La casa, tranne la mia stanza, era rimasta praticamente uguale. Una casa da sciura, com'era allora mia sorella...

Era di pomeriggio, mia sorella era via non ricordo più dove. Erano venuti a trovarmi alcuni amici del collettivo gay universitario che frequentavo per passione politica. Io ero la "minoranza di sinistra", in buona, ma scarna, compagnia.
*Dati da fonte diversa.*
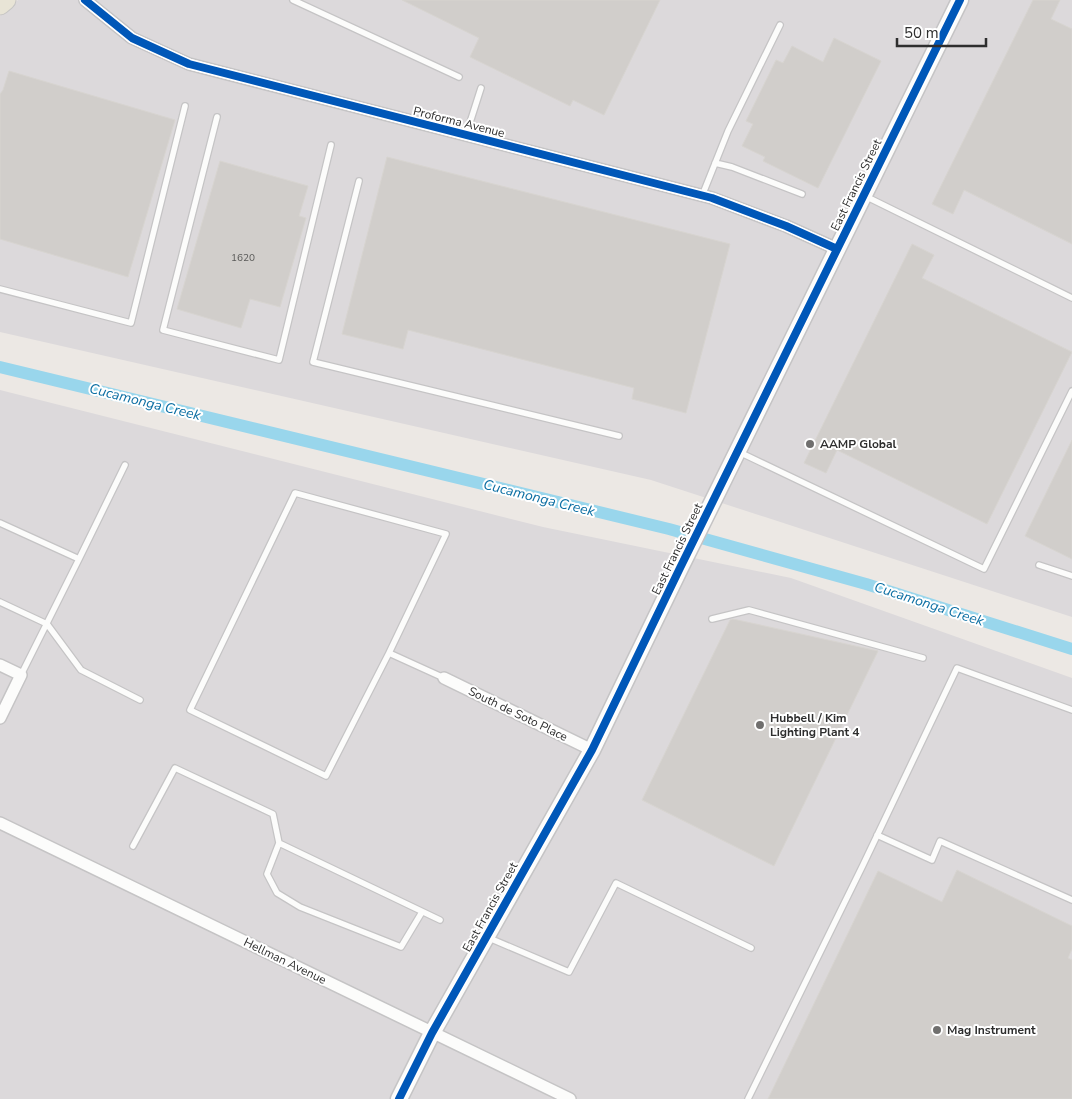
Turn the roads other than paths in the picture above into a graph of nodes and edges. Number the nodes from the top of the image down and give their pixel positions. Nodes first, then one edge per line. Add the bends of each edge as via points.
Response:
1 (6, 0) edge
2 (85, 0) edge
3 (293, 0) edge
4 (960, 0) edge
5 (0, 5) edge
6 (780, 25) dead end
7 (459, 77) dead end
8 (481, 88) dead end
9 (185, 106) dead end
10 (217, 117) dead end
11 (466, 135) junction
12 (331, 145) dead end
13 (715, 162) junction
14 (359, 181) dead end
15 (802, 194) dead end
16 (864, 195) junction
17 (702, 196) junction
18 (837, 249) junction
19 (0, 289) edge
20 (1072, 298) edge
21 (1072, 391) edge
22 (619, 436) dead end
23 (738, 452) junction
24 (125, 465) dead end
25 (0, 523) edge
26 (79, 559) junction
27 (1039, 565) dead end
28 (1072, 576) edge
29 (0, 602) edge
30 (712, 619) dead end
31 (47, 624) junction
32 (388, 653) junction
33 (923, 658) dead end
34 (0, 664) edge
35 (20, 675) junction
36 (444, 678) joint
37 (140, 700) dead end
38 (1072, 710) edge
39 (0, 718) edge
40 (592, 750) junction
41 (0, 823) edge
42 (877, 835) junction
43 (279, 843) junction
44 (133, 846) dead end
45 (1072, 900) edge
46 (422, 912) junction
47 (440, 920) dead end
48 (487, 937) junction
49 (752, 948) dead end
50 (432, 1033) junction
51 (399, 1099) edge
52 (570, 1099) edge
53 (748, 1099) edge

1 - 5 main road
2 - 11 street, Proforma Avenue via 132,38 189,64
3 - 7 lane
4 - 16 street, East Francis Street
6 - 13 lane
8 - 11 lane
9 - 19 lane via 131,323
10 - 12 lane via 164,330 279,360
11 - 17 street, Proforma Avenue
13 - 15 lane
13 - 17 lane
14 - 22 lane via 313,362
16 - 18 street, East Francis Street
16 - 20 lane
17 - 18 street, Proforma Avenue via 786,226
18 - 23 street, East Francis Street
21 - 23 lane via 984,569
23 - 40 street, East Francis Street
24 - 26 lane
25 - 26 lane
26 - 31 lane
27 - 28 lane
29 - 31 lane
30 - 33 lane via 749,610
31 - 35 lane
31 - 37 lane via 81,670
32 - 32 lane via 446,534 296,493 190,710 326,776
32 - 36 lane
34 - 35 street
35 - 39 street
36 - 40 street, South de Soto Place
38 - 42 lane via 957,668
40 - 48 street, East Francis Street
41 - 50 street, Hellman Avenue
42 - 45 lane via 932,860 940,841
42 - 53 lane
43 - 44 lane via 273,814 175,768
43 - 46 lane
43 - 46 lane via 267,874 277,893 300,907 401,947
46 - 47 lane
48 - 49 lane via 569,972 616,883
48 - 50 street, East Francis Street
50 - 51 street, East Francis Street
50 - 52 street, Hellman Avenue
Due di questi mie amici, Marco e Alessandro, fidanzati di fresco, si baciarono davanti a me. Un bacio tenero, casto, per niente esibizionista.
Poi, subito dopo, Marco mi chiese scusa.
Io non ne capii il perché. Pensai che, forse, temevano io mi potessi imbarazzare, nel dubbio chiesi: "Perché"?
Siamo stati imprudenti, risposero, magari qualche vicina ci ha visti, non volgiamo crearti dei casini.
Era estate e la porta finestra della camera da pranzo era aperta.
Ci misi un secondo a realizzare quello che era successo.
Poi, quando compresi, iniziai a urlare come un forsennato.

Capite?
Eravamo un gruppo di giovani universitari altamente politicizzati, discorrevamo ogni giorno di liberazione sessuale, di omofobia e sessismo, di femminismo e liberazione della donna eppure Marco e Alessandro non si erano sentiti liberi di darsi un bacio.
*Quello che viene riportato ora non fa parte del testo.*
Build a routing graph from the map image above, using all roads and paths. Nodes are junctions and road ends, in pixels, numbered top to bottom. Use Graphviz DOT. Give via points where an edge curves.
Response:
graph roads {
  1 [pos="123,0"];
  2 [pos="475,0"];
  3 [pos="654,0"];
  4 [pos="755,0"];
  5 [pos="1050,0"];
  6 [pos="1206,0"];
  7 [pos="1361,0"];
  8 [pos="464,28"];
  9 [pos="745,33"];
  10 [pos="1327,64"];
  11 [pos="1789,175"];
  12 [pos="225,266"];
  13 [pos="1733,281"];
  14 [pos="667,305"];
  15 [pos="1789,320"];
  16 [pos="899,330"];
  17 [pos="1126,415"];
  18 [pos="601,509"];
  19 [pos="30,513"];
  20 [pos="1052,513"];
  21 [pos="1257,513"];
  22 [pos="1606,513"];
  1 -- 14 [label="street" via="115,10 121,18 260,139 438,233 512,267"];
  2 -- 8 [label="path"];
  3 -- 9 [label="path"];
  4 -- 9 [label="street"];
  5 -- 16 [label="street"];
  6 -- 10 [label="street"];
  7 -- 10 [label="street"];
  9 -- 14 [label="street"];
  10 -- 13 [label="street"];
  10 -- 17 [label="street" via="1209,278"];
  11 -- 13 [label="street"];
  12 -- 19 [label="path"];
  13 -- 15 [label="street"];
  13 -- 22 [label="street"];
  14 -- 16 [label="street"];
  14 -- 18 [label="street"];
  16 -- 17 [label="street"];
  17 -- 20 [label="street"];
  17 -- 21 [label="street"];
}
Credevano che quel bacio, se notato da persone sbagliate, potesse non già creare problemi a loro, ma creare problemi a me, che li ospitavo a casa mia.

Marco e Alessandro sapevano che quel bacio che si stavano dando non era normale.
Non già per gli altri, ma anche per loro stessi, tanto da aspettarsi una reazione talmente negativa che poteva mettere in pericolo me.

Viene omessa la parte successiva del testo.